Task brief: Set down all of the data again, character for character.

Saved entries:
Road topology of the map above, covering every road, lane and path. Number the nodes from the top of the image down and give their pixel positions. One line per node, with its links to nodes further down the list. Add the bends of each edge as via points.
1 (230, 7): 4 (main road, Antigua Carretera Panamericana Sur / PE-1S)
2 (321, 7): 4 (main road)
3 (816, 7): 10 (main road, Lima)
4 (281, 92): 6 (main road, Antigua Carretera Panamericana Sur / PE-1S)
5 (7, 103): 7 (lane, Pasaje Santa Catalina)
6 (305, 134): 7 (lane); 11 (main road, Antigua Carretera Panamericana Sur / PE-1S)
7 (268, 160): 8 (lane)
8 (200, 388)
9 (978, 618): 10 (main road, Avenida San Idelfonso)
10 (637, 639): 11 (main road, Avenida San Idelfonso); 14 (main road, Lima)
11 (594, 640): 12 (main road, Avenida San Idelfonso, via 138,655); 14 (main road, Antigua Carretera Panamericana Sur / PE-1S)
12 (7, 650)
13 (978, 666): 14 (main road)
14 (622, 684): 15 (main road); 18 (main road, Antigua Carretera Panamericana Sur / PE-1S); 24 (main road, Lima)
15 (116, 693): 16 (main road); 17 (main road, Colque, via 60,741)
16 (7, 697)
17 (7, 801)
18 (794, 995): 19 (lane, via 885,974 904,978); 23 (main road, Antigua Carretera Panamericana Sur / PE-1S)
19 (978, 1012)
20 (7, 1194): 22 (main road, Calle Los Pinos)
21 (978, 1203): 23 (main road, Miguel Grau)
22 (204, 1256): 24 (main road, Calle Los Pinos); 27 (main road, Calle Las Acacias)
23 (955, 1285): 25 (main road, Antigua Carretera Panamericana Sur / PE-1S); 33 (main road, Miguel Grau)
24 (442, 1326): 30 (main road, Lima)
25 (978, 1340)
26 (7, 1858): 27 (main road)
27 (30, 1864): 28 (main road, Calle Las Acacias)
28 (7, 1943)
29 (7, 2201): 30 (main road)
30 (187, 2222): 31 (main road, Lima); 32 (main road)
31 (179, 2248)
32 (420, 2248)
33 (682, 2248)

Your response:
Road topology of the map above, covering every road, lane and path. Number the nodes from the top of the image down and give their pixel positions. One line per node, with its links to nodes further down the list. Add the bends of each edge as via points.
1 (230, 7): 4 (main road, Antigua Carretera Panamericana Sur / PE-1S)
2 (321, 7): 4 (main road)
3 (816, 7): 10 (main road, Lima)
4 (281, 92): 6 (main road, Antigua Carretera Panamericana Sur / PE-1S)
5 (7, 103): 7 (lane, Pasaje Santa Catalina)
6 (305, 134): 7 (lane); 11 (main road, Antigua Carretera Panamericana Sur / PE-1S)
7 (268, 160): 8 (lane)
8 (200, 388)
9 (978, 618): 10 (main road, Avenida San Idelfonso)
10 (637, 639): 11 (main road, Avenida San Idelfonso); 14 (main road, Lima)
11 (594, 640): 12 (main road, Avenida San Idelfonso, via 138,655); 14 (main road, Antigua Carretera Panamericana Sur / PE-1S)
12 (7, 650)
13 (978, 666): 14 (main road)
14 (622, 684): 15 (main road); 18 (main road, Antigua Carretera Panamericana Sur / PE-1S); 24 (main road, Lima)
15 (116, 693): 16 (main road); 17 (main road, Colque, via 60,741)
16 (7, 697)
17 (7, 801)
18 (794, 995): 19 (lane, via 885,974 904,978); 23 (main road, Antigua Carretera Panamericana Sur / PE-1S)
19 (978, 1012)
20 (7, 1194): 22 (main road, Calle Los Pinos)
21 (978, 1203): 23 (main road, Miguel Grau)
22 (204, 1256): 24 (main road, Calle Los Pinos); 27 (main road, Calle Las Acacias)
23 (955, 1285): 25 (main road, Antigua Carretera Panamericana Sur / PE-1S); 33 (main road, Miguel Grau)
24 (442, 1326): 30 (main road, Lima)
25 (978, 1340)
26 (7, 1858): 27 (main road)
27 (30, 1864): 28 (main road, Calle Las Acacias)
28 (7, 1943)
29 (7, 2201): 30 (main road)
30 (187, 2222): 31 (main road, Lima); 32 (main road)
31 (179, 2248)
32 (420, 2248)
33 (682, 2248)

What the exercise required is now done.